### [Records for the task]

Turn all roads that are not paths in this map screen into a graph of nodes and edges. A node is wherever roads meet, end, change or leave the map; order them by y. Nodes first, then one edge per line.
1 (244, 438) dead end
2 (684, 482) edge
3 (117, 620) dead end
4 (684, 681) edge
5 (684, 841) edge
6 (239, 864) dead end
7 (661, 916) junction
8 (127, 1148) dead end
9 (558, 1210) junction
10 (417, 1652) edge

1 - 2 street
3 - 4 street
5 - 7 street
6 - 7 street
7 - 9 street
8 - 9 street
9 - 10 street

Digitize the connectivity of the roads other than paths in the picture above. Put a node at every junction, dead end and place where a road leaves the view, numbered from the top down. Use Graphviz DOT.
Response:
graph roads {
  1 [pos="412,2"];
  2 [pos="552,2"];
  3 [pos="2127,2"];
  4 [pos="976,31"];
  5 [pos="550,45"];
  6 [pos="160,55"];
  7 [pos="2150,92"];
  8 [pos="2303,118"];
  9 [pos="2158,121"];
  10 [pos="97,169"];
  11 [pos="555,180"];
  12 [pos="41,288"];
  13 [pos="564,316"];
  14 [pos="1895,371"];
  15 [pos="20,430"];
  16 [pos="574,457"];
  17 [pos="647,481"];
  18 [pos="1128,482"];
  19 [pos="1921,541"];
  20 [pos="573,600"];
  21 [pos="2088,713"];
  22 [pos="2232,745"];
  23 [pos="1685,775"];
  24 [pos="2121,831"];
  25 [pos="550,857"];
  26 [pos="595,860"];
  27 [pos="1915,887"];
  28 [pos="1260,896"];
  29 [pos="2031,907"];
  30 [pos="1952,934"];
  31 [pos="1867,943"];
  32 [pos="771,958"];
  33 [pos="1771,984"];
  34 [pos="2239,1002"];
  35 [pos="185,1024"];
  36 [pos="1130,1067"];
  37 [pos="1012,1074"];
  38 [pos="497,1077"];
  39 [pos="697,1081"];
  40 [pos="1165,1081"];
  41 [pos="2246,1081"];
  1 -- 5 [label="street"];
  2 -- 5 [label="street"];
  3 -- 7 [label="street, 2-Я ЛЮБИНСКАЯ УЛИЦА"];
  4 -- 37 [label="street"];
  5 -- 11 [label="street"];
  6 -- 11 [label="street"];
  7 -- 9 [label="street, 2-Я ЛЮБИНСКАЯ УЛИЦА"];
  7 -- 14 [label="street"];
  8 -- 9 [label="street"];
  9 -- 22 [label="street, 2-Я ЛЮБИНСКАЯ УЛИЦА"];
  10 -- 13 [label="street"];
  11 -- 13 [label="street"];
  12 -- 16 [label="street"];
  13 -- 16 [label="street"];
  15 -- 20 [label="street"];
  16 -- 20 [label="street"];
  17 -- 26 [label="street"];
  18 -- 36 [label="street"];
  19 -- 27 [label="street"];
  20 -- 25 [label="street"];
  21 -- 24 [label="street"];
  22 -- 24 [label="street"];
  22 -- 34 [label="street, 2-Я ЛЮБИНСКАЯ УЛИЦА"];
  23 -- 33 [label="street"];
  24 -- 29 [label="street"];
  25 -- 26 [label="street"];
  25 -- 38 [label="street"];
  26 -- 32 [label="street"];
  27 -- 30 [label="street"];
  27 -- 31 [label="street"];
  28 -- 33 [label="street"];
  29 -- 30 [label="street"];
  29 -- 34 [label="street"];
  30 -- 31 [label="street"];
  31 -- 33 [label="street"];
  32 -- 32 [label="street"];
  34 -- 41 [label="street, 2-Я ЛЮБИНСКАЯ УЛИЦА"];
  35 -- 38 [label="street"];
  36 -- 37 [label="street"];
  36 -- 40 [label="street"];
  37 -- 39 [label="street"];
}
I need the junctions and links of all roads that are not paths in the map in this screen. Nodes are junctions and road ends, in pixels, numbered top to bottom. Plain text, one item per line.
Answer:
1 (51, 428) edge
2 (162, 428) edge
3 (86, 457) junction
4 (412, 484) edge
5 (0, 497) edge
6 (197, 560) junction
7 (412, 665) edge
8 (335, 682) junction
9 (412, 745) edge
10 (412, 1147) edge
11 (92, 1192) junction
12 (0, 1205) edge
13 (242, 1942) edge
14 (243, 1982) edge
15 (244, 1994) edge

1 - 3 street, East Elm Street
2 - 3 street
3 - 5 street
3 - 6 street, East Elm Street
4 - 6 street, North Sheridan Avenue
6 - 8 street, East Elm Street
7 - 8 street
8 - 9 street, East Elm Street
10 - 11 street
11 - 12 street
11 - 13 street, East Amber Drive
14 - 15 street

### [Task requirements]
Reproduce all the entries verbatim, leaving nothing out.

### [Response]
Turn all roads that are not paths in this map screen into a graph of nodes and edges. A node is wherever roads meet, end, change or leave the map; order them by y. Nodes first, then one edge per line.
1 (244, 438) dead end
2 (684, 482) edge
3 (117, 620) dead end
4 (684, 681) edge
5 (684, 841) edge
6 (239, 864) dead end
7 (661, 916) junction
8 (127, 1148) dead end
9 (558, 1210) junction
10 (417, 1652) edge

1 - 2 street
3 - 4 street
5 - 7 street
6 - 7 street
7 - 9 street
8 - 9 street
9 - 10 street

Digitize the connectivity of the roads other than paths in the picture above. Put a node at every junction, dead end and place where a road leaves the view, numbered from the top down. Use Graphviz DOT.
Response:
graph roads {
  1 [pos="412,2"];
  2 [pos="552,2"];
  3 [pos="2127,2"];
  4 [pos="976,31"];
  5 [pos="550,45"];
  6 [pos="160,55"];
  7 [pos="2150,92"];
  8 [pos="2303,118"];
  9 [pos="2158,121"];
  10 [pos="97,169"];
  11 [pos="555,180"];
  12 [pos="41,288"];
  13 [pos="564,316"];
  14 [pos="1895,371"];
  15 [pos="20,430"];
  16 [pos="574,457"];
  17 [pos="647,481"];
  18 [pos="1128,482"];
  19 [pos="1921,541"];
  20 [pos="573,600"];
  21 [pos="2088,713"];
  22 [pos="2232,745"];
  23 [pos="1685,775"];
  24 [pos="2121,831"];
  25 [pos="550,857"];
  26 [pos="595,860"];
  27 [pos="1915,887"];
  28 [pos="1260,896"];
  29 [pos="2031,907"];
  30 [pos="1952,934"];
  31 [pos="1867,943"];
  32 [pos="771,958"];
  33 [pos="1771,984"];
  34 [pos="2239,1002"];
  35 [pos="185,1024"];
  36 [pos="1130,1067"];
  37 [pos="1012,1074"];
  38 [pos="497,1077"];
  39 [pos="697,1081"];
  40 [pos="1165,1081"];
  41 [pos="2246,1081"];
  1 -- 5 [label="street"];
  2 -- 5 [label="street"];
  3 -- 7 [label="street, 2-Я ЛЮБИНСКАЯ УЛИЦА"];
  4 -- 37 [label="street"];
  5 -- 11 [label="street"];
  6 -- 11 [label="street"];
  7 -- 9 [label="street, 2-Я ЛЮБИНСКАЯ УЛИЦА"];
  7 -- 14 [label="street"];
  8 -- 9 [label="street"];
  9 -- 22 [label="street, 2-Я ЛЮБИНСКАЯ УЛИЦА"];
  10 -- 13 [label="street"];
  11 -- 13 [label="street"];
  12 -- 16 [label="street"];
  13 -- 16 [label="street"];
  15 -- 20 [label="street"];
  16 -- 20 [label="street"];
  17 -- 26 [label="street"];
  18 -- 36 [label="street"];
  19 -- 27 [label="street"];
  20 -- 25 [label="street"];
  21 -- 24 [label="street"];
  22 -- 24 [label="street"];
  22 -- 34 [label="street, 2-Я ЛЮБИНСКАЯ УЛИЦА"];
  23 -- 33 [label="street"];
  24 -- 29 [label="street"];
  25 -- 26 [label="street"];
  25 -- 38 [label="street"];
  26 -- 32 [label="street"];
  27 -- 30 [label="street"];
  27 -- 31 [label="street"];
  28 -- 33 [label="street"];
  29 -- 30 [label="street"];
  29 -- 34 [label="street"];
  30 -- 31 [label="street"];
  31 -- 33 [label="street"];
  32 -- 32 [label="street"];
  34 -- 41 [label="street, 2-Я ЛЮБИНСКАЯ УЛИЦА"];
  35 -- 38 [label="street"];
  36 -- 37 [label="street"];
  36 -- 40 [label="street"];
  37 -- 39 [label="street"];
}
I need the junctions and links of all roads that are not paths in the map in this screen. Nodes are junctions and road ends, in pixels, numbered top to bottom. Plain text, one item per line.
Answer:
1 (51, 428) edge
2 (162, 428) edge
3 (86, 457) junction
4 (412, 484) edge
5 (0, 497) edge
6 (197, 560) junction
7 (412, 665) edge
8 (335, 682) junction
9 (412, 745) edge
10 (412, 1147) edge
11 (92, 1192) junction
12 (0, 1205) edge
13 (242, 1942) edge
14 (243, 1982) edge
15 (244, 1994) edge

1 - 3 street, East Elm Street
2 - 3 street
3 - 5 street
3 - 6 street, East Elm Street
4 - 6 street, North Sheridan Avenue
6 - 8 street, East Elm Street
7 - 8 street
8 - 9 street, East Elm Street
10 - 11 street
11 - 12 street
11 - 13 street, East Amber Drive
14 - 15 street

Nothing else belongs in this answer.